I've never got a free phone, and I don't know anybody that has.
Every person I've ever seen within an android phone, has in fact a real, proper android phone.
So stop using the free phone thing as an excuse forth enormous proliferation
of Android 3 into it's release.
If it wasn't for the iPad, Apples numbs wouldn't be anywhere as good as androids.
So you want to move the goalposts back to all android devices Vs iPhone?
Or did you want to stuck with a operating system vs operating system discussion, Android Vs. iOS as the article you are posting is about.
The iPad runs iOS, so since iOS is the same mobile OS that the iPhone and iPT run, shouldn't it be included?
Or should we exclude some android devices from the tally so your argument can be valid?
How about we exclude any android build that is altered in any way with an OEM UI alteration that brands the UX.
Vanilla Builds only?
Sounds silky doesn't it. Now you know how everyone else reacts when android fanboys have to add their own caveats to skew numbers because for some reason, they think that just because there are more droid registrations coming through network infrastructure, those users all represent the same class of consumer that Apple iDevices are targeting.
The high end android phones, whose users actively consume digital media, purchase applications and movies and music, purchase applications, are active in the android ecosystem. Those are the types of customers that this arrive is referencing, which is why I commented on why there is such a giant disparity between the number of android users and their lesser contribution to the purpose of the higher end, more capable devices, which is selling media and services that augment or replace laptops, game consoles, remote administration, televisions, dvd players etc...in certain situations. When addressing the economic impact of all android devices, I'm sure you agree that you would understand the need to compare that metric to the economic impact of all iOS devices as well.

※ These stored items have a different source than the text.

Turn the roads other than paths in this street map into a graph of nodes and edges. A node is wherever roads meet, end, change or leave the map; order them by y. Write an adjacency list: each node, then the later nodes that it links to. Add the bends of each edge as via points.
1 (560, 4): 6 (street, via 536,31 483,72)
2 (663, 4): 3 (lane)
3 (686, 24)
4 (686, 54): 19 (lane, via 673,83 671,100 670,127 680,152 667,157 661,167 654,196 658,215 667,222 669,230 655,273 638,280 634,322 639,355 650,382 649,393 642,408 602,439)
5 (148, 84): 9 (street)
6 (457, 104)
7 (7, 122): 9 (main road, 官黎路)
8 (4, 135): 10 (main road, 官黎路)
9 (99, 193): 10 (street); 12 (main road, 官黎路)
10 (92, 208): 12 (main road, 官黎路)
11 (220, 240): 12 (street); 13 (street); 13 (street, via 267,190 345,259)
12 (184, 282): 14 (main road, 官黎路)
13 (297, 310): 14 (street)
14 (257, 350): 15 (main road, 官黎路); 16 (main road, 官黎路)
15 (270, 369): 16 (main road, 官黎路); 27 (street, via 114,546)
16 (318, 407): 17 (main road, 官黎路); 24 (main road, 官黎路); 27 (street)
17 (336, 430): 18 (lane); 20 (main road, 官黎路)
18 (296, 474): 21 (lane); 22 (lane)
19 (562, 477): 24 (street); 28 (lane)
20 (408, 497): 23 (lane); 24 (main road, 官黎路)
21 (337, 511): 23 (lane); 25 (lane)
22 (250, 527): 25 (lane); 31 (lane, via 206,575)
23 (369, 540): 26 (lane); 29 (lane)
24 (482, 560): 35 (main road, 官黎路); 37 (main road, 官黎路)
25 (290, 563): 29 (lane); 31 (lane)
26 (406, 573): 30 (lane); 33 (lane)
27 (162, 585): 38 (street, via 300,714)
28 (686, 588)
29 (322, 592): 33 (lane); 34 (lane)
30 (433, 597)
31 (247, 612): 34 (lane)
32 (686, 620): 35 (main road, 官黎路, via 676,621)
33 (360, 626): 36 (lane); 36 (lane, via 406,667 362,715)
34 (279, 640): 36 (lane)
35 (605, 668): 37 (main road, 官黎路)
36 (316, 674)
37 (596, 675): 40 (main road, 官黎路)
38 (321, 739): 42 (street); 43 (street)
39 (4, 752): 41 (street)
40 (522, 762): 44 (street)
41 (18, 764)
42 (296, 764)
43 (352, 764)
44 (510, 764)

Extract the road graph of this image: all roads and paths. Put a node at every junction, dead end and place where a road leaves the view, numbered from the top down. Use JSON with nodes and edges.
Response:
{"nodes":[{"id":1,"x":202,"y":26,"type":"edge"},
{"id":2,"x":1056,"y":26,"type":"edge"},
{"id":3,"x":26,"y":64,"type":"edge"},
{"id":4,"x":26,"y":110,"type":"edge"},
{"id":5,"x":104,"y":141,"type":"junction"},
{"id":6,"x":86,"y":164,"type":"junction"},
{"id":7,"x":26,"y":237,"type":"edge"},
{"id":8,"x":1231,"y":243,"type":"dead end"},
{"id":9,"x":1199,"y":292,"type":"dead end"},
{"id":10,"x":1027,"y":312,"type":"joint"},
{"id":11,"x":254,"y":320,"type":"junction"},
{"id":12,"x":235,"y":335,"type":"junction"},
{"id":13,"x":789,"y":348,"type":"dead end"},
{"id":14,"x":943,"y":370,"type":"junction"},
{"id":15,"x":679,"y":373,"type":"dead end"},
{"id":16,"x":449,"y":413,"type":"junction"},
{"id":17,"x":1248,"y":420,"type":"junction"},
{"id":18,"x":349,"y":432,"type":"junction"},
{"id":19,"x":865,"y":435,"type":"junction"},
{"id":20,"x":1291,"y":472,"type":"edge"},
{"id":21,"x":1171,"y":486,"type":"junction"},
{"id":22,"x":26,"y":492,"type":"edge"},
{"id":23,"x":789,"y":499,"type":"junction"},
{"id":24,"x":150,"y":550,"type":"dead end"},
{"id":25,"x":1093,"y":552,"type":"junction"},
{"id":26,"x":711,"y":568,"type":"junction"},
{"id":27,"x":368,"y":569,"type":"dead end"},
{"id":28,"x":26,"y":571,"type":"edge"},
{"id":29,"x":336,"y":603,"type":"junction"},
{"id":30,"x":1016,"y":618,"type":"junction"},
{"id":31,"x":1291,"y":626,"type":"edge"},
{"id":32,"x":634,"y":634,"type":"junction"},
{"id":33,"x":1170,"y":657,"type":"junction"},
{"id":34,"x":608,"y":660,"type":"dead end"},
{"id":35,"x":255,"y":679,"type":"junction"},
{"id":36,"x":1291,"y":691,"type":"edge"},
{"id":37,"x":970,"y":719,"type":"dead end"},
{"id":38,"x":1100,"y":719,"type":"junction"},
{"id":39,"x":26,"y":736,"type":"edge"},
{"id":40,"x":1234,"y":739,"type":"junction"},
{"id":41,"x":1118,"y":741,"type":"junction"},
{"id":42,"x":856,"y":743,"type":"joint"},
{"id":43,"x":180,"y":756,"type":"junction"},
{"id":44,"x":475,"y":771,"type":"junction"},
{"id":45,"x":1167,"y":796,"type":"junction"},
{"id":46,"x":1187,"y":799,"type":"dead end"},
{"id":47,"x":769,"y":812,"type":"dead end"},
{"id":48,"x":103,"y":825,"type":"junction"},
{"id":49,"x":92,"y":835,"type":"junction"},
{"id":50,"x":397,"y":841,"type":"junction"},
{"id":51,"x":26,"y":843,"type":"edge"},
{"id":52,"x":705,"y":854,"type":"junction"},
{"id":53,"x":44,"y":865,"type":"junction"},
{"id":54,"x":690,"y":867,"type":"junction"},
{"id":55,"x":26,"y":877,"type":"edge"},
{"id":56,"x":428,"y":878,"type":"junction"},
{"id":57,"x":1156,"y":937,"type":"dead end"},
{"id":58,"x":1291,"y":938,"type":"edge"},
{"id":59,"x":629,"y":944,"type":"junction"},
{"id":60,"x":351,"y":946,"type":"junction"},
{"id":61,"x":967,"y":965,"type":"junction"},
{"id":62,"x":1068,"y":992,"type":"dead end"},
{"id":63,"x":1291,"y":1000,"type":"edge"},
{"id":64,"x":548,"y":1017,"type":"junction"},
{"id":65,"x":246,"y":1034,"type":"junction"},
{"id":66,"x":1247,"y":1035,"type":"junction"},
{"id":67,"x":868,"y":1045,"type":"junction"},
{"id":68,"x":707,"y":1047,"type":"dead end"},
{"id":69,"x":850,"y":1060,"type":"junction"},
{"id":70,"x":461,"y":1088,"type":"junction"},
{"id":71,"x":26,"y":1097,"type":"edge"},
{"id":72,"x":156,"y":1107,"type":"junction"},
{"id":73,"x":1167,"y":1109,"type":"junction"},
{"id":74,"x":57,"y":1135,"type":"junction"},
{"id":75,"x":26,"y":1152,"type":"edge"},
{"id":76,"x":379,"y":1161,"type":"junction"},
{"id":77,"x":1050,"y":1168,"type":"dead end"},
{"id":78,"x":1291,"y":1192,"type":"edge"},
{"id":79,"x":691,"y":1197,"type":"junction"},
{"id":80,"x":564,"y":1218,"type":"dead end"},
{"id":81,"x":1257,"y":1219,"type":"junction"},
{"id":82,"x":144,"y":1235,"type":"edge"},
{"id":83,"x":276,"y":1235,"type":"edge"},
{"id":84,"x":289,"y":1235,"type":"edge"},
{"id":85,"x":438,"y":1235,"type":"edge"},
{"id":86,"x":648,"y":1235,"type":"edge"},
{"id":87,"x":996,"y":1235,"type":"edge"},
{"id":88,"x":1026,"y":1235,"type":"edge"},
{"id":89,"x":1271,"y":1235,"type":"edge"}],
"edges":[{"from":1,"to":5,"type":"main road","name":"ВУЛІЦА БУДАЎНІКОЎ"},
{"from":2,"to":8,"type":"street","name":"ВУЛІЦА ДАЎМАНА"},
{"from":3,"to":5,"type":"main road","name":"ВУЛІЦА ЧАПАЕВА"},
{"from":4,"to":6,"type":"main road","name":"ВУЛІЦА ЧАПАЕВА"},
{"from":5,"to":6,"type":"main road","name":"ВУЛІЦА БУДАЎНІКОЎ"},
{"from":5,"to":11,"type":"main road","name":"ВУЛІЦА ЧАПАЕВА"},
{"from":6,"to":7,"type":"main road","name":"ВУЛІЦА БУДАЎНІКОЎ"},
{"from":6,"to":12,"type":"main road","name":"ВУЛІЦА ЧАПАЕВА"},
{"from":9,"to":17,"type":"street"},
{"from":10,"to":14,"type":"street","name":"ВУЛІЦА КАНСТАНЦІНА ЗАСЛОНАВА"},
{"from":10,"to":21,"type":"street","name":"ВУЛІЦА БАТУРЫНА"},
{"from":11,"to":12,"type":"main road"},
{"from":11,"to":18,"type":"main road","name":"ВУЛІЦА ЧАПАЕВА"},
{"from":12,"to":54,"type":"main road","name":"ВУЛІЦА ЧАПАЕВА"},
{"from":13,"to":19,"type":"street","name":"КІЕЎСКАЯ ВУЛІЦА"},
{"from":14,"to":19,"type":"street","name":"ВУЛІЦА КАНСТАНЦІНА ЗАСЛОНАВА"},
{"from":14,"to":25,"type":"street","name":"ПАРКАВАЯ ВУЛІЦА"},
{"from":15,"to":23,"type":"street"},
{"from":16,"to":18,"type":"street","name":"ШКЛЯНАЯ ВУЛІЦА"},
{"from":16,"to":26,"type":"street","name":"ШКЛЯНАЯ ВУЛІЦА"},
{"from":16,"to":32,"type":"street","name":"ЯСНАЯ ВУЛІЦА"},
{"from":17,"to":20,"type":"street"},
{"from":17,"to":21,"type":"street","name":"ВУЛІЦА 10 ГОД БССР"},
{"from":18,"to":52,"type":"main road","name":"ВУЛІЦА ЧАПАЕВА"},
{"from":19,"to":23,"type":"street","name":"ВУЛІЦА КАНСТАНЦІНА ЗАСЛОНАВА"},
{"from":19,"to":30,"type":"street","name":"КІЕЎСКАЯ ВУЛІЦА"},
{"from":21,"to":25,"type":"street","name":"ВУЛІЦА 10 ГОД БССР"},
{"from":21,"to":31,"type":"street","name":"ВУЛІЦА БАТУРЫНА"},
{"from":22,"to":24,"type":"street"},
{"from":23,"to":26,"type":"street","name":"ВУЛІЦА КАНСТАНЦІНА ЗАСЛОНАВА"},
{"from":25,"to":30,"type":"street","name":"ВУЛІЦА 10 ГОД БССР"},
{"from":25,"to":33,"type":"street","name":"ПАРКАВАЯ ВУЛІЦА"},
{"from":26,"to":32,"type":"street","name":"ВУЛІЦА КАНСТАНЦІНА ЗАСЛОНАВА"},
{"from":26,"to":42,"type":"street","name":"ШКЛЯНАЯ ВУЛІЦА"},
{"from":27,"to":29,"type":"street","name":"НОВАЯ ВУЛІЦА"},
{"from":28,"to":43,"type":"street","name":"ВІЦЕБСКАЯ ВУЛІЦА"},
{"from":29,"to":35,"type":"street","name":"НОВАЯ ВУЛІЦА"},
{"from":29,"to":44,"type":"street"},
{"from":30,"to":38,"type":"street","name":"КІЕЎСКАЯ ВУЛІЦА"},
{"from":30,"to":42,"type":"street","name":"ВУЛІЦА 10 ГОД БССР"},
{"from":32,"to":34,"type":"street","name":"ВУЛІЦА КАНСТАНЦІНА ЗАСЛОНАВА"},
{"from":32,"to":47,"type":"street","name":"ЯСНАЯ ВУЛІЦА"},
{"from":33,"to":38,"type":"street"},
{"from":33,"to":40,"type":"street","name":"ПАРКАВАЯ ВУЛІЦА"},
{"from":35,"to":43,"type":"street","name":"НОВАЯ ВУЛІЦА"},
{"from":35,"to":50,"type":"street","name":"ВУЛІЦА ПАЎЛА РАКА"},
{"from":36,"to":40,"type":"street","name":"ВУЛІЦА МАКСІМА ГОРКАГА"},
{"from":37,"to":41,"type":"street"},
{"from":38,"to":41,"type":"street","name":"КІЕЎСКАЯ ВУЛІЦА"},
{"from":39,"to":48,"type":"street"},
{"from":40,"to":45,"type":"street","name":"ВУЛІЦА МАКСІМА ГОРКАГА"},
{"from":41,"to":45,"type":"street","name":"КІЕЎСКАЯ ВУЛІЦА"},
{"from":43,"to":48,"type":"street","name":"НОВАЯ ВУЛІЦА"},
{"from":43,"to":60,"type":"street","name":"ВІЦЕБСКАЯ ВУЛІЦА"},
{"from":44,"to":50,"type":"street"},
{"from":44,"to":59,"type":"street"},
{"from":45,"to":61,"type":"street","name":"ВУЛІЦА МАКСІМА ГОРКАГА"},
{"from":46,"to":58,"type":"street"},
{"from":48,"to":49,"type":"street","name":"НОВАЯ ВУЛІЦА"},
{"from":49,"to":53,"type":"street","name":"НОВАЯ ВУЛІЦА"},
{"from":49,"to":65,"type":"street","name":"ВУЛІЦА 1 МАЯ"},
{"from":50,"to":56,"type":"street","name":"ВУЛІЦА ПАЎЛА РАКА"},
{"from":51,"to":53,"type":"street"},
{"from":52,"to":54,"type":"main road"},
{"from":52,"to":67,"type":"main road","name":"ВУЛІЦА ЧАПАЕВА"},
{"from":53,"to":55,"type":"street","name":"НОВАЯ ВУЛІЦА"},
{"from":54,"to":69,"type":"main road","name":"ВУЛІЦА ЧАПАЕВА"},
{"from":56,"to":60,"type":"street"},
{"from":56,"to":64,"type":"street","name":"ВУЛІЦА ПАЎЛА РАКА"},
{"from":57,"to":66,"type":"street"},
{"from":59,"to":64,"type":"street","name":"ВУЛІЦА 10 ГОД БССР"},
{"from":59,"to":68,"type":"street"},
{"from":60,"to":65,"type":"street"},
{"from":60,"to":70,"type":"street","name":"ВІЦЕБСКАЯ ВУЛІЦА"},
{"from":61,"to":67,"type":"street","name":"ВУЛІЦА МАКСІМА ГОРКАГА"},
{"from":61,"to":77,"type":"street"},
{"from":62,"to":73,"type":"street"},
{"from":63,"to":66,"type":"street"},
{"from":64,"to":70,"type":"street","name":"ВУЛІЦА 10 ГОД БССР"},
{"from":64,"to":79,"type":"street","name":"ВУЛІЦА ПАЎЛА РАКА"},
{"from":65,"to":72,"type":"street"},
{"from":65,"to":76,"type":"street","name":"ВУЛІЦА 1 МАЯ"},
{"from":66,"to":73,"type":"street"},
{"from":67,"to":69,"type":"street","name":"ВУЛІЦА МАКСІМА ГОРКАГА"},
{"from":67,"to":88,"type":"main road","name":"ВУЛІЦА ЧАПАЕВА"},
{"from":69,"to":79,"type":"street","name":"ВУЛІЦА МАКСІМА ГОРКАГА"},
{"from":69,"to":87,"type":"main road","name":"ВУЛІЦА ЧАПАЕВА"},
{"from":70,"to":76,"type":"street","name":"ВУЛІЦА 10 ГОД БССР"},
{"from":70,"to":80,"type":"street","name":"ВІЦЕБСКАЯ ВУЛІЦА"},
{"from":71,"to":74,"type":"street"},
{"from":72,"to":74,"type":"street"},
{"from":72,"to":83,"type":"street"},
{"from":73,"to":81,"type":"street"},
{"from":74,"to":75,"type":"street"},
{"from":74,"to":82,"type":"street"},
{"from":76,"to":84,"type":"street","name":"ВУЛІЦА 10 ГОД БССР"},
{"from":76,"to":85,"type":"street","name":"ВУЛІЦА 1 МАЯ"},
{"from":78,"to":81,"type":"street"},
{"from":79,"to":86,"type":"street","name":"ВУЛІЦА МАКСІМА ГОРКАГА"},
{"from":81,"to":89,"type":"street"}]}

Which is the point behind the graph above. Apple targets a different consumer class. They don't want people who can just have an iDevice. They want people who will use it to spend money on iTunes, the AppStore, in far greater amounts than on the device itself. Because they understand that alone is the largest factor behind getting developers to develop quality (albeit sometimes not so quality) applications for the AppStore. People are buying. And again, it's not because the of the sheer number of applications in the AppStore, it's because of the affluence of the customers that use the AppStore because they have a platform that makes the experience worth buying the $12.99 console class game, or the $89 tbt gps app, Buying a 9.99 movie on their iPad instead of the DVD, paying to subscribe to periodicals at higher prices than the magazine from the book store. Buying books....all of it. People spend money on post sale of the device itself...slot more money. Apple has a client base that spends way more money than android users do, despite their smaller numbers.
That is the point of this article. Market share is a great metric. If googles goal is to get a trophy for having the ability to give away or distribute android on the cheap so that more people, regardless of what they do after it gets in their hands, then they have certainly proved they can do it without the stockholders being concerned. That means they have a warchest. If that's how they define success then they are successful.
Apple is different. They want customers who will buy the high end, media and best experience that is available. Apple accomplishes this by not creating a vagrant friendly condition. They need people who will spend money after the fact, to attract vertical partnerships with application developers, media distributors, the entertainment industry....companies and individuals who know that they will get ROI developing on an iOS platform. That's how apple defines success. And they are successful.